Em televisão, Yanis Varoufakis pode ser um mero "apanhado", enquanto o futebol anseia por êxtases transcendentais... — este texto foi publicado no Diário de Notícias (26 Junho), com o título 'Varoufakis e os outros'.
1. Um dia destes, no final de uma reunião, Yanis Varoufakis, ministro das finanças da Grécia, já devidamente equipado de capacete, preparava-se para arrancar na sua moto — rodeado por uma pequena multidão de ansiosos repórteres, empunhando os seus bélicos microfones, viu-se compelido a dizer que não era o momento para fazer uma conferência de imprensa.

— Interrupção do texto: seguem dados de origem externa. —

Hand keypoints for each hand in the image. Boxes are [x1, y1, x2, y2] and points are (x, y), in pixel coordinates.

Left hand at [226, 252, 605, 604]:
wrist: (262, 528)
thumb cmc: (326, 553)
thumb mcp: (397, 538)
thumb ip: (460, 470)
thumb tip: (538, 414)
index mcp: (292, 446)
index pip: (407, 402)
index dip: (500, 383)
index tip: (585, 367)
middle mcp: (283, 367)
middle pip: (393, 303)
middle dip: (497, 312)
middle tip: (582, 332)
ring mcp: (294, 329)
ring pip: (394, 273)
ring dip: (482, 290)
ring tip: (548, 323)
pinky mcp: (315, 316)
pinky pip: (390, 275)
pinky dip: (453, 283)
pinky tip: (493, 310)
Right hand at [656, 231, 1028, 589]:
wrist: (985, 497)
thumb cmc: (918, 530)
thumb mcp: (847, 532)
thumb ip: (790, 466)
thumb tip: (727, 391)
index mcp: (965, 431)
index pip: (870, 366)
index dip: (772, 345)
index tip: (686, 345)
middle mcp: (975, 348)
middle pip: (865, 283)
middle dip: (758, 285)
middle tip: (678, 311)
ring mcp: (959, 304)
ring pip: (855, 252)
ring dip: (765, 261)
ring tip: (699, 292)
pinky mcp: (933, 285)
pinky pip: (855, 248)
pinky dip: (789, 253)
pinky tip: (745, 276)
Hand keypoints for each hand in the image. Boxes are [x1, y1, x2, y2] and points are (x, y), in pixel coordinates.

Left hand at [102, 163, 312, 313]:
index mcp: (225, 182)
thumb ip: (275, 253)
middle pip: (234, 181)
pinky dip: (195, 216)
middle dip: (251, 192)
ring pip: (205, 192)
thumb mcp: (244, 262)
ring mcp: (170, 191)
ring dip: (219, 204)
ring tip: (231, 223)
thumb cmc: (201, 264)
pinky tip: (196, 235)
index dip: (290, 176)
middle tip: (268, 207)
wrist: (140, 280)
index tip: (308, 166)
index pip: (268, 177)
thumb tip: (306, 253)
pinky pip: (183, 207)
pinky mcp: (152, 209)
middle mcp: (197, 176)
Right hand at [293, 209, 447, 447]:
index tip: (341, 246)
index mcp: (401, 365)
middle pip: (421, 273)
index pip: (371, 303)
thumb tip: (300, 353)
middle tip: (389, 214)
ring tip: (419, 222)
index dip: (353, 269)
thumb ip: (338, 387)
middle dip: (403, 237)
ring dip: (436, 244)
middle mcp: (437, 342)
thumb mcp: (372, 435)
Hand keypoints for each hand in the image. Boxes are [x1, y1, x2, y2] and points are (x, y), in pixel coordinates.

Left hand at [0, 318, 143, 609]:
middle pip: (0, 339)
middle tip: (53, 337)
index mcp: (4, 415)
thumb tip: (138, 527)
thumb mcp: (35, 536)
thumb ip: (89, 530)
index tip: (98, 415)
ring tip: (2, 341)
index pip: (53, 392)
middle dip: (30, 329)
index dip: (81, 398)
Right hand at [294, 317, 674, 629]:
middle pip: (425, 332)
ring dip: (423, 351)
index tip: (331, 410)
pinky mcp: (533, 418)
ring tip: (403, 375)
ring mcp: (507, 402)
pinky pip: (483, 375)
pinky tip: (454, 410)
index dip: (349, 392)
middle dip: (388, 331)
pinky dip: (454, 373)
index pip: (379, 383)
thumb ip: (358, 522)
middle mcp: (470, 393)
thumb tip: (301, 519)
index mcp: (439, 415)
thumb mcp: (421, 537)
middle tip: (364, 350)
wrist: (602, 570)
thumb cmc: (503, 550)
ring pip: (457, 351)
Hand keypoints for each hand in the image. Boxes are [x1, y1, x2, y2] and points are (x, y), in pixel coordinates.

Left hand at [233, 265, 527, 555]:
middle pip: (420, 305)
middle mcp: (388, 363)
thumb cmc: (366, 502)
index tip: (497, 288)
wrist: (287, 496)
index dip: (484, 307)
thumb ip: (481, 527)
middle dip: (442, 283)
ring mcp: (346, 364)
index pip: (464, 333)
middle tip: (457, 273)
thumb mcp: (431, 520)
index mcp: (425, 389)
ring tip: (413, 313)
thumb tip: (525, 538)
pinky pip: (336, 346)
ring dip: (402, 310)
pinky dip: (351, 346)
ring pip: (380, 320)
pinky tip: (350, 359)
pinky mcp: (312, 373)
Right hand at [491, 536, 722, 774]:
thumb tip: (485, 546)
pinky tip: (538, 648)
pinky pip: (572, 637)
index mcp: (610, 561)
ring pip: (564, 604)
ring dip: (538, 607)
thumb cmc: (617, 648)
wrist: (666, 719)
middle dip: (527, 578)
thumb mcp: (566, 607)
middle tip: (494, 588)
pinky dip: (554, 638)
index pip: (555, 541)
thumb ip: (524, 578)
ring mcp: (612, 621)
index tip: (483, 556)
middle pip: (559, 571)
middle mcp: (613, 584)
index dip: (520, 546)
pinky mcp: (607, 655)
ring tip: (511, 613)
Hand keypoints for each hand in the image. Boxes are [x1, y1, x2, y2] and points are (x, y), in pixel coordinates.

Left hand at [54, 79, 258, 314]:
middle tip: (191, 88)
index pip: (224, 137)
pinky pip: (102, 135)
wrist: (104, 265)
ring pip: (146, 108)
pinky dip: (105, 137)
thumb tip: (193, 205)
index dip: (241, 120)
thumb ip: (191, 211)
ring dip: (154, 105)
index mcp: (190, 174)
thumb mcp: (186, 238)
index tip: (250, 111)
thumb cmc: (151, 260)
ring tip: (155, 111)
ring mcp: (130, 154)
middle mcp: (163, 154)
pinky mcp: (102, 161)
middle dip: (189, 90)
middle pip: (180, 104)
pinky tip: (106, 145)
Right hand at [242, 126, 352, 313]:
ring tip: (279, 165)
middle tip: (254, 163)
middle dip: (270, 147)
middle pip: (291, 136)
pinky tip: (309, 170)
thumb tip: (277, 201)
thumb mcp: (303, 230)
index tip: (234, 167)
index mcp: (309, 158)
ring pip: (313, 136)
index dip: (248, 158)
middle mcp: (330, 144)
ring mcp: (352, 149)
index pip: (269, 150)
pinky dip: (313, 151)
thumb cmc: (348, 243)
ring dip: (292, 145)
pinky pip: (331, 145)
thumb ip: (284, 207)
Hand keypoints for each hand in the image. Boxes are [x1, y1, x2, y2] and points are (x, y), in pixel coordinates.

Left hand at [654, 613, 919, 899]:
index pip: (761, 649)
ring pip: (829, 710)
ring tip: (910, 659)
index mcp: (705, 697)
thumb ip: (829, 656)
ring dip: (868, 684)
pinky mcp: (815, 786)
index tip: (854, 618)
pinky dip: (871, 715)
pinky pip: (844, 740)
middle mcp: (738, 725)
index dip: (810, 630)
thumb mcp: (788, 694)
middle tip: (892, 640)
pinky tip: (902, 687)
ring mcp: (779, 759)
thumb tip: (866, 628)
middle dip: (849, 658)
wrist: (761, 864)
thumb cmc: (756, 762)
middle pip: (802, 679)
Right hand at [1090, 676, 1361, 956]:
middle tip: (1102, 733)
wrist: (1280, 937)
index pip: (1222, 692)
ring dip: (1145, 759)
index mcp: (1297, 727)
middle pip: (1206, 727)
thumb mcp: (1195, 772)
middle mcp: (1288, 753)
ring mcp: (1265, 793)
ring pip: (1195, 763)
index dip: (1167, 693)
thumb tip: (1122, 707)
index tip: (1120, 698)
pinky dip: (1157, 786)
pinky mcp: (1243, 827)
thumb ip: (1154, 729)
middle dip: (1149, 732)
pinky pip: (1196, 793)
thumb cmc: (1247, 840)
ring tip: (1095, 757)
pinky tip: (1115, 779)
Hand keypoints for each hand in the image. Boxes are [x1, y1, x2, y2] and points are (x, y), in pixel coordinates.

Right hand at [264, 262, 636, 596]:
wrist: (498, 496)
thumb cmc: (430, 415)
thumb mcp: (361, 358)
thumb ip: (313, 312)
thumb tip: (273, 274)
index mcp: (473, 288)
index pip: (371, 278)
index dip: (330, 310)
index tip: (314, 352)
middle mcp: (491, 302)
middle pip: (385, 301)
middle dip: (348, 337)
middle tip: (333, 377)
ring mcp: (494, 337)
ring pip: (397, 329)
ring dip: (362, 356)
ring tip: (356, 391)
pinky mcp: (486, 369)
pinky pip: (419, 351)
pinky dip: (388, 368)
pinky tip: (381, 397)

Não tenho dúvidas que a nossa globalizada miséria ideológica encara um episódio do género como a ilustração da pureza transcendental da personagem em causa: não usar gravata ou transportar-se num veículo de duas rodas são factores que podem ser incensados como expressão da mais radical complexidade de pensamento... Dito isto, o episódio envolve um triste valor sintomático. Desde logo porque, dando provas de uma comovente vocação de mártir, Varoufakis se coibiu de aconselhar os repórteres a tomarem a sério o seu trabalho e o trabalho dos outros. Mas sobretudo porque tão patéticas imagens circularam infinitas vezes por televisões de todo o mundo, como se nelas houvesse alguma pertinência jornalística que, por inusitado milagre, as fizesse existir para além da condição de banalíssimo “apanhado”.
2. Subitamente, a actualidade futebolística tende a confundir-se com a confusão de um infinito exercício de histeria contabilística. A facilidade com que se noticiam e desmentem transferências há muito superou qualquer padrão de ridículo. Em todo o caso, há aqui um outro sintoma cuja evidência justificaria também alguma reflexão: jogadores e treinadores que, num dia, eram símbolos eternos de um determinado clube, surgem no dia seguinte incensados como heróis de outros clubes... Podemos, por simples pudor, contornar qualquer discussão sobre o inequívoco poder normativo do dinheiro. Ainda assim, como não ver que toda esta agitação reduz a pó qualquer conceito de “paixão” clubista? Em boa verdade, esse fundamental valor televisivo — o amor a uma “camisola” — acaba por se revelar a banal teatralização de uma contabilidade sem transcendência.